So, I ran yesterday’s experiment to completion, and it’s a bit hard to evaluate exactly what’s the performance on the validation test because
1) I inadvertently used 20000-25000 as validation instead of 20000-22500.
2) I’m not using enough validation points per epoch and that introduces variance in the measurements
I’m not making stopping decisions based on that value, though, so we could just average the performance measurements in the last iterations and that would work.
The YAML file used is on my github at
The experiment was run on Gtx TITAN Black, but it’s using approximately just 1GB of RAM, so it could be run anywhere else. I picked a number of epochs so that it would run during the whole night.
I’m currently running the thing again, but this time with the proper validation set.
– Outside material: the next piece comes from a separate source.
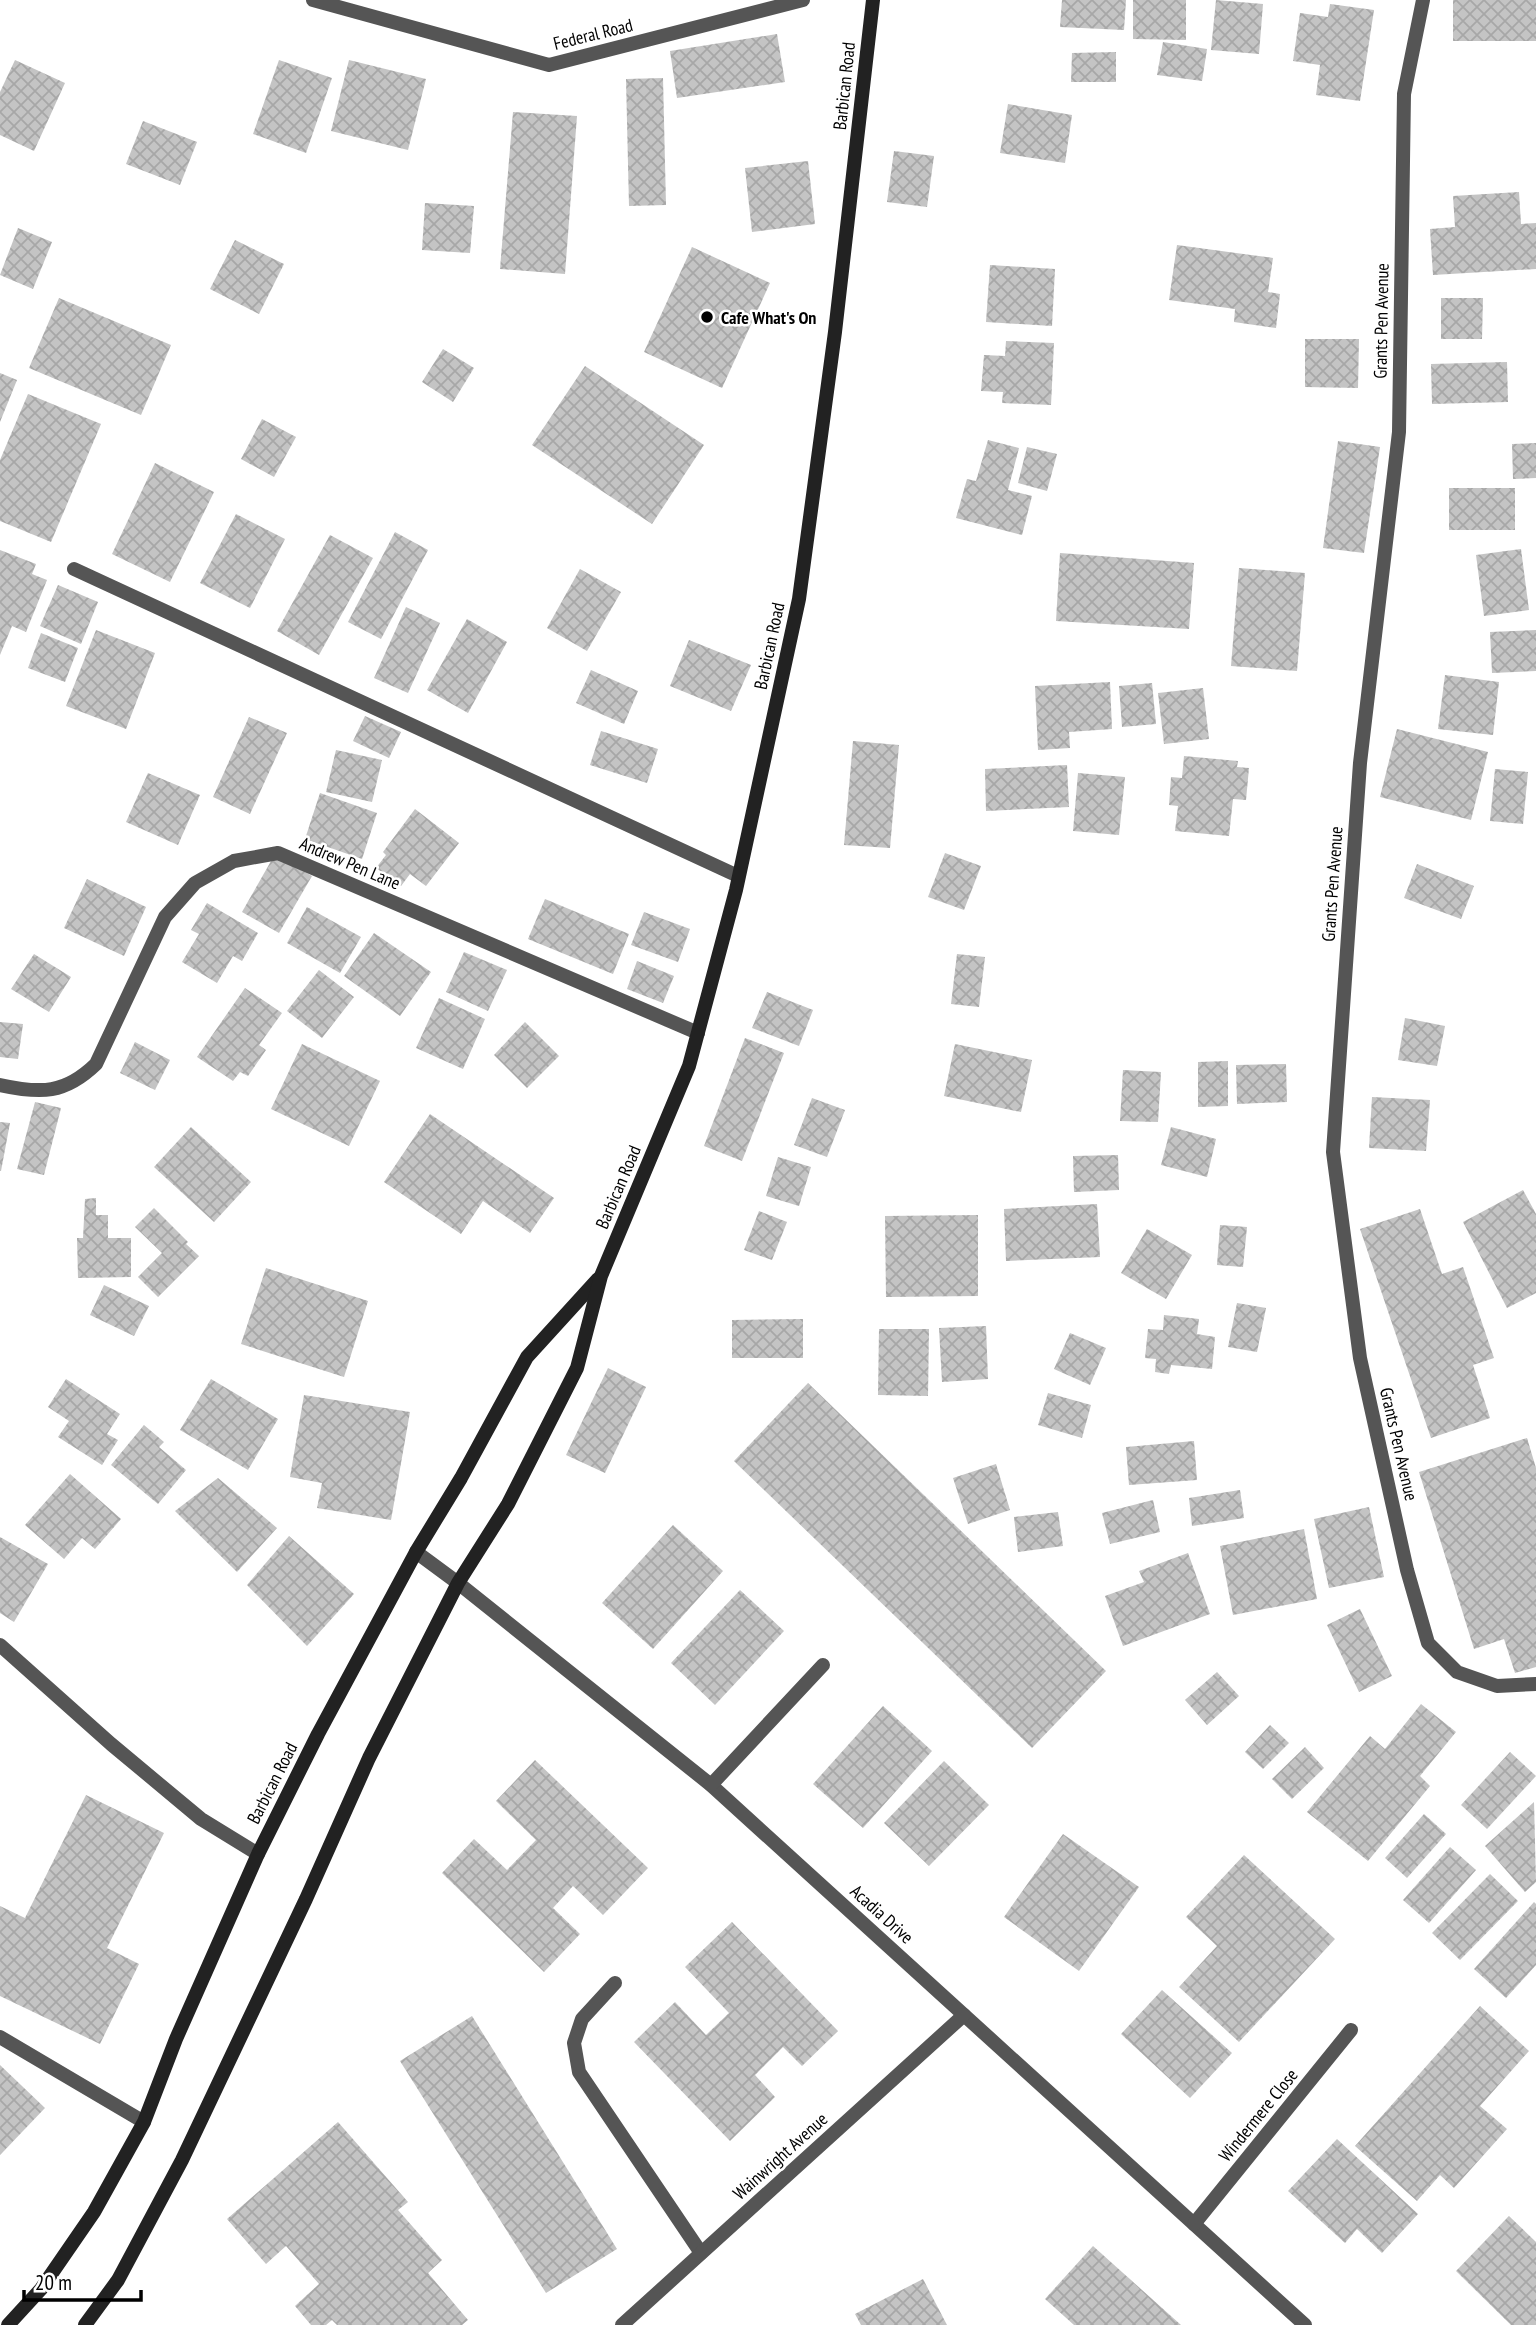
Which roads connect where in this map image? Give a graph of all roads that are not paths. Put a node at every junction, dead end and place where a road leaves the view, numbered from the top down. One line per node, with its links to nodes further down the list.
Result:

As for the recipe, I used the following intuition :
– You want to have a few convolution layers at first. Then you want some fully-connected layers. Use RELUs instead of sigmoids or tanh.
– Initialize the parameters to something that’s not too small. This way, the training can actually make some progress instead of being stuck around 0.5 for an eternity.
– Pick a learning rate that’s not too big. I didn’t even get fancy by changing the learning rate over the training, like the theory would usually ask for. I was shooting for 80% accuracy, and not for the best performance possible. For some reason, momentum 0.9 did poorly when I tried it, and momentum 0.1 did great.
I ran Vincent’s script to get an accurate measurement of the validation error using the last model from the training (so the procedure stays honest).
python dogs_vs_cats_error.py /home/gyomalin/ML/tmp/base_conv_06_mlp.pkl
Using gpu device 0: GeForce GTX TITAN Black
Train error rate is 0.1485
Valid error rate is 0.1712
Test error rate is 0.1536